_ASSIGNED TASK_: Your response should consist solely of the records, written out exactly.

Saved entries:
____

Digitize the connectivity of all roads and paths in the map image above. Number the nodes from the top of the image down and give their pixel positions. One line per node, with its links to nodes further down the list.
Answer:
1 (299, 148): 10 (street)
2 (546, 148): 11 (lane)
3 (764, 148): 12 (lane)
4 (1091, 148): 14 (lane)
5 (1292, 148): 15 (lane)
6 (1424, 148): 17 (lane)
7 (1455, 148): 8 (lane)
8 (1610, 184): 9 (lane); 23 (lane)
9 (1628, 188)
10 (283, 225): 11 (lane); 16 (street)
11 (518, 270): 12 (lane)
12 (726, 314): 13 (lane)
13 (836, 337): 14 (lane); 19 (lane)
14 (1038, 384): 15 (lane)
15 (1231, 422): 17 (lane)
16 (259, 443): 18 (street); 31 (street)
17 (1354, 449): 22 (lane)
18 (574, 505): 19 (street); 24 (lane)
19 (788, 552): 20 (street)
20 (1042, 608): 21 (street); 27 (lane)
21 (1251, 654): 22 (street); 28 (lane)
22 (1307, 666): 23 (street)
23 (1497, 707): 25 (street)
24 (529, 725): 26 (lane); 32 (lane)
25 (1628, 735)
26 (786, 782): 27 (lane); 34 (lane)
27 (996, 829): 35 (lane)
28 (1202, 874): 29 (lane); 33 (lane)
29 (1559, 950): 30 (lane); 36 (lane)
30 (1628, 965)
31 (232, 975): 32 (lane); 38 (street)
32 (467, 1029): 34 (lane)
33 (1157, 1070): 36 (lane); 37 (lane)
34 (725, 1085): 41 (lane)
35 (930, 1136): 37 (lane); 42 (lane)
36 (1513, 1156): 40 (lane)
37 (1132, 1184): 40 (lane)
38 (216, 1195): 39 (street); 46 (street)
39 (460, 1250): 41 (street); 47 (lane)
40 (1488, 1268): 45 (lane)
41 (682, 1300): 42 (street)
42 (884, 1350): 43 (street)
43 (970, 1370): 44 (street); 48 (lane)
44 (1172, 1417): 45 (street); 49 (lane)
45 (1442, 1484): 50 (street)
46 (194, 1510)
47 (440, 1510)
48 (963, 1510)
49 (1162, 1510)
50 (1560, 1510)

____

_RESPONSE BELOW_:
Digitize the connectivity of all roads and paths in the map image above. Number the nodes from the top of the image down and give their pixel positions. One line per node, with its links to nodes further down the list.
Answer:
1 (299, 148): 10 (street)
2 (546, 148): 11 (lane)
3 (764, 148): 12 (lane)
4 (1091, 148): 14 (lane)
5 (1292, 148): 15 (lane)
6 (1424, 148): 17 (lane)
7 (1455, 148): 8 (lane)
8 (1610, 184): 9 (lane); 23 (lane)
9 (1628, 188)
10 (283, 225): 11 (lane); 16 (street)
11 (518, 270): 12 (lane)
12 (726, 314): 13 (lane)
13 (836, 337): 14 (lane); 19 (lane)
14 (1038, 384): 15 (lane)
15 (1231, 422): 17 (lane)
16 (259, 443): 18 (street); 31 (street)
17 (1354, 449): 22 (lane)
18 (574, 505): 19 (street); 24 (lane)
19 (788, 552): 20 (street)
20 (1042, 608): 21 (street); 27 (lane)
21 (1251, 654): 22 (street); 28 (lane)
22 (1307, 666): 23 (street)
23 (1497, 707): 25 (street)
24 (529, 725): 26 (lane); 32 (lane)
25 (1628, 735)
26 (786, 782): 27 (lane); 34 (lane)
27 (996, 829): 35 (lane)
28 (1202, 874): 29 (lane); 33 (lane)
29 (1559, 950): 30 (lane); 36 (lane)
30 (1628, 965)
31 (232, 975): 32 (lane); 38 (street)
32 (467, 1029): 34 (lane)
33 (1157, 1070): 36 (lane); 37 (lane)
34 (725, 1085): 41 (lane)
35 (930, 1136): 37 (lane); 42 (lane)
36 (1513, 1156): 40 (lane)
37 (1132, 1184): 40 (lane)
38 (216, 1195): 39 (street); 46 (street)
39 (460, 1250): 41 (street); 47 (lane)
40 (1488, 1268): 45 (lane)
41 (682, 1300): 42 (street)
42 (884, 1350): 43 (street)
43 (970, 1370): 44 (street); 48 (lane)
44 (1172, 1417): 45 (street); 49 (lane)
45 (1442, 1484): 50 (street)
46 (194, 1510)
47 (440, 1510)
48 (963, 1510)
49 (1162, 1510)
50 (1560, 1510)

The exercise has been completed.